Collected data:
·····
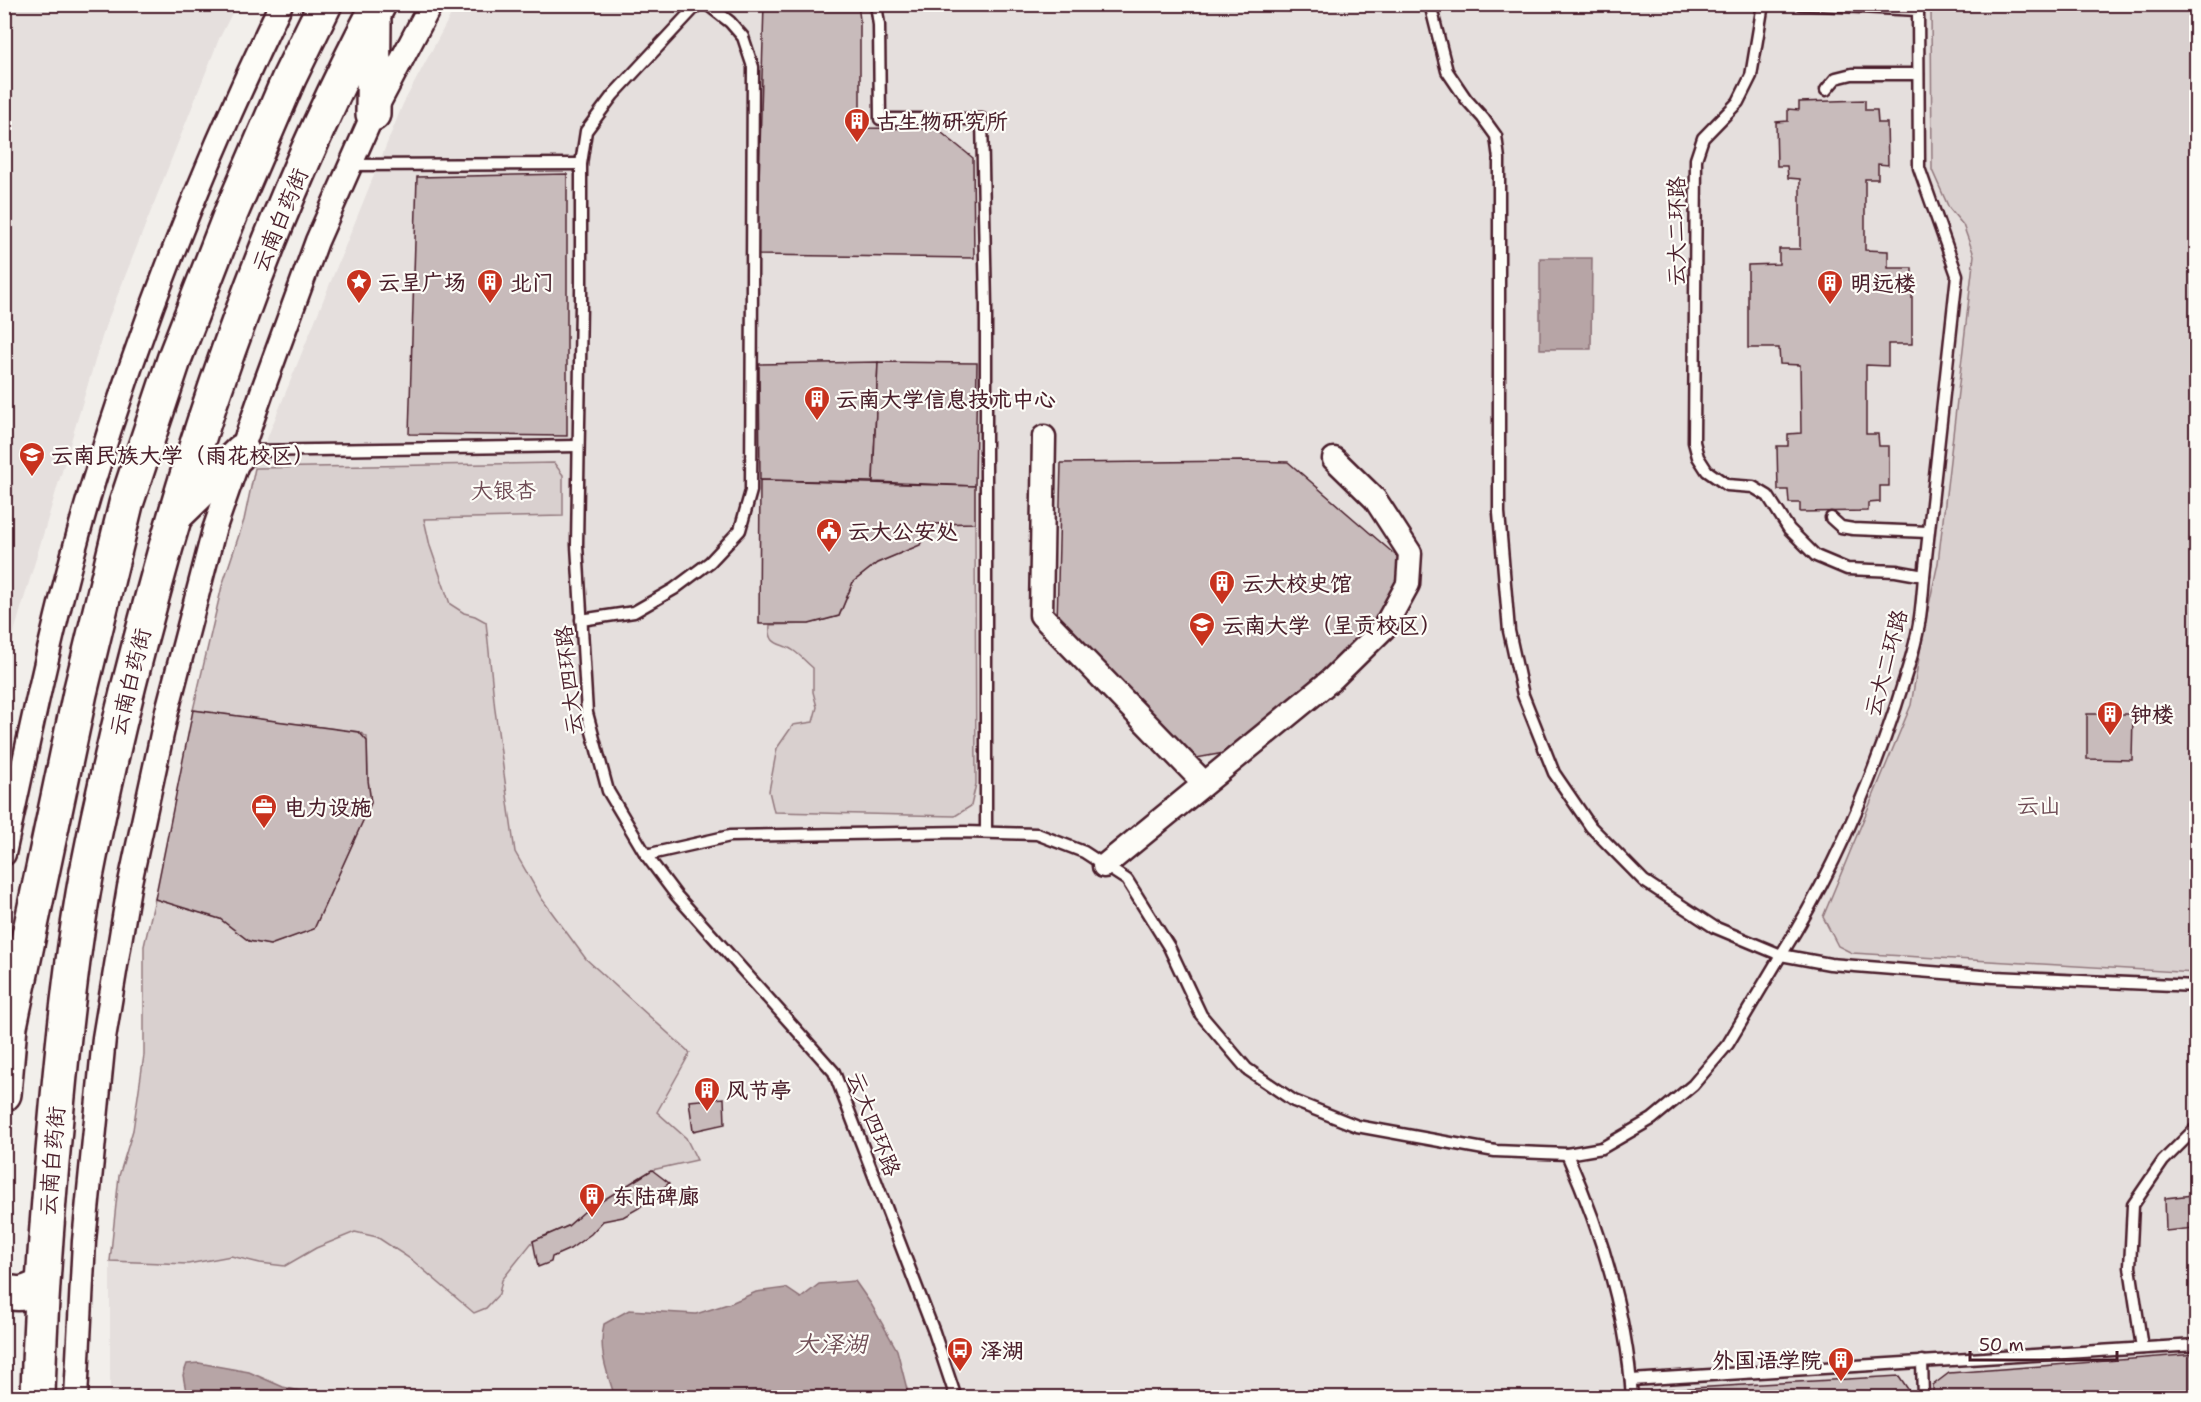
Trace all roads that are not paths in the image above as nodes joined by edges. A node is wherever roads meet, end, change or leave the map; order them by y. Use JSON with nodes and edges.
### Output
{"nodes":[{"id":1,"x":7,"y":4,"type":"edge"},
{"id":2,"x":281,"y":4,"type":"edge"},
{"id":3,"x":325,"y":4,"type":"edge"},
{"id":4,"x":431,"y":4,"type":"edge"},
{"id":5,"x":698,"y":4,"type":"edge"},
{"id":6,"x":707,"y":4,"type":"edge"},
{"id":7,"x":876,"y":4,"type":"edge"},
{"id":8,"x":1430,"y":4,"type":"edge"},
{"id":9,"x":1763,"y":4,"type":"edge"},
{"id":10,"x":1800,"y":4,"type":"edge"},
{"id":11,"x":377,"y":9,"type":"edge"},
{"id":12,"x":4,"y":10,"type":"edge"},
{"id":13,"x":1918,"y":74,"type":"junction"},
{"id":14,"x":1826,"y":90,"type":"dead end"},
{"id":15,"x":373,"y":114,"type":"junction"},
{"id":16,"x":581,"y":164,"type":"junction"},
{"id":17,"x":350,"y":165,"type":"junction"},
{"id":18,"x":1044,"y":437,"type":"dead end"},
{"id":19,"x":579,"y":446,"type":"junction"},
{"id":20,"x":242,"y":451,"type":"junction"},
{"id":21,"x":1334,"y":459,"type":"dead end"},
{"id":22,"x":173,"y":517,"type":"junction"},
{"id":23,"x":1831,"y":518,"type":"dead end"},
{"id":24,"x":1928,"y":532,"type":"junction"},
{"id":25,"x":1924,"y":576,"type":"junction"},
{"id":26,"x":581,"y":620,"type":"junction"},
{"id":27,"x":1204,"y":783,"type":"junction"},
{"id":28,"x":986,"y":832,"type":"junction"},
{"id":29,"x":4,"y":854,"type":"edge"},
{"id":30,"x":646,"y":855,"type":"junction"},
{"id":31,"x":1104,"y":866,"type":"junction"},
{"id":32,"x":42,"y":873,"type":"junction"},
{"id":33,"x":4,"y":942,"type":"edge"},
{"id":34,"x":1780,"y":955,"type":"junction"},
{"id":35,"x":2196,"y":986,"type":"edge"},
{"id":36,"x":4,"y":1094,"type":"edge"},
{"id":37,"x":2196,"y":1128,"type":"edge"},
{"id":38,"x":1567,"y":1154,"type":"junction"},
{"id":39,"x":42,"y":1285,"type":"junction"},
{"id":40,"x":4,"y":1291,"type":"edge"},
{"id":41,"x":2196,"y":1345,"type":"edge"},
{"id":42,"x":2142,"y":1348,"type":"junction"},
{"id":43,"x":1922,"y":1361,"type":"junction"},
{"id":44,"x":1631,"y":1380,"type":"junction"},
{"id":45,"x":38,"y":1398,"type":"edge"},
{"id":46,"x":76,"y":1398,"type":"edge"},
{"id":47,"x":956,"y":1398,"type":"edge"},
{"id":48,"x":1632,"y":1398,"type":"edge"},
{"id":49,"x":1923,"y":1398,"type":"edge"}],
"edges":[{"from":1,"to":12,"type":"lane"},
{"from":2,"to":29,"type":"street"},
{"from":3,"to":32,"type":"main road","name":"云南白药街"},
{"from":4,"to":15,"type":"street"},
{"from":5,"to":16,"type":"lane","name":"云大四环路"},
{"from":6,"to":26,"type":"lane"},
{"from":7,"to":28,"type":"lane"},
{"from":8,"to":34,"type":"lane"},
{"from":9,"to":25,"type":"lane","name":"云大二环路"},
{"from":10,"to":13,"type":"lane"},
{"from":11,"to":15,"type":"main road"},
{"from":11,"to":22,"type":"main road","name":"云南白药街"},
{"from":13,"to":14,"type":"lane"},
{"from":13,"to":24,"type":"lane"},
{"from":15,"to":17,"type":"street"},
{"from":16,"to":17,"type":"lane"},
{"from":16,"to":19,"type":"lane","name":"云大四环路"},
{"from":17,"to":20,"type":"street"},
{"from":18,"to":27,"type":"street"},
{"from":19,"to":20,"type":"lane"},
{"from":19,"to":26,"type":"lane","name":"云大四环路"},
{"from":20,"to":22,"type":"main road"},
{"from":20,"to":46,"type":"street"},
{"from":21,"to":27,"type":"street"},
{"from":22,"to":39,"type":"main road","name":"云南白药街"},
{"from":23,"to":24,"type":"lane"},
{"from":24,"to":25,"type":"lane"},
{"from":25,"to":34,"type":"lane","name":"云大二环路"},
{"from":26,"to":30,"type":"lane","name":"云大四环路"},
{"from":27,"to":31,"type":"street"},
{"from":28,"to":30,"type":"lane","name":"云大二环路"},
{"from":28,"to":31,"type":"lane","name":"云大二环路"},
{"from":30,"to":47,"type":"lane","name":"云大四环路"},
{"from":31,"to":38,"type":"lane","name":"云大二环路"},
{"from":32,"to":33,"type":"main road"},
{"from":32,"to":36,"type":"main road","name":"云南白药街"},
{"from":34,"to":35,"type":"lane"},
{"from":34,"to":38,"type":"lane","name":"云大二环路"},
{"from":37,"to":42,"type":"lane"},
{"from":38,"to":44,"type":"lane"},
{"from":39,"to":40,"type":"main road"},
{"from":39,"to":45,"type":"main road","name":"云南白药街"},
{"from":41,"to":42,"type":"lane"},
{"from":42,"to":43,"type":"lane"},
{"from":43,"to":44,"type":"lane"},
{"from":43,"to":49,"type":"lane"},
{"from":44,"to":48,"type":"lane"}]}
·····
Using the records above, gather all lines where the string "云南白药街" is present.

Reply
{"from":3,"to":32,"type":"main road","name":"云南白药街"},
{"from":11,"to":22,"type":"main road","name":"云南白药街"},
{"from":22,"to":39,"type":"main road","name":"云南白药街"},
{"from":32,"to":36,"type":"main road","name":"云南白药街"},
{"from":39,"to":45,"type":"main road","name":"云南白药街"},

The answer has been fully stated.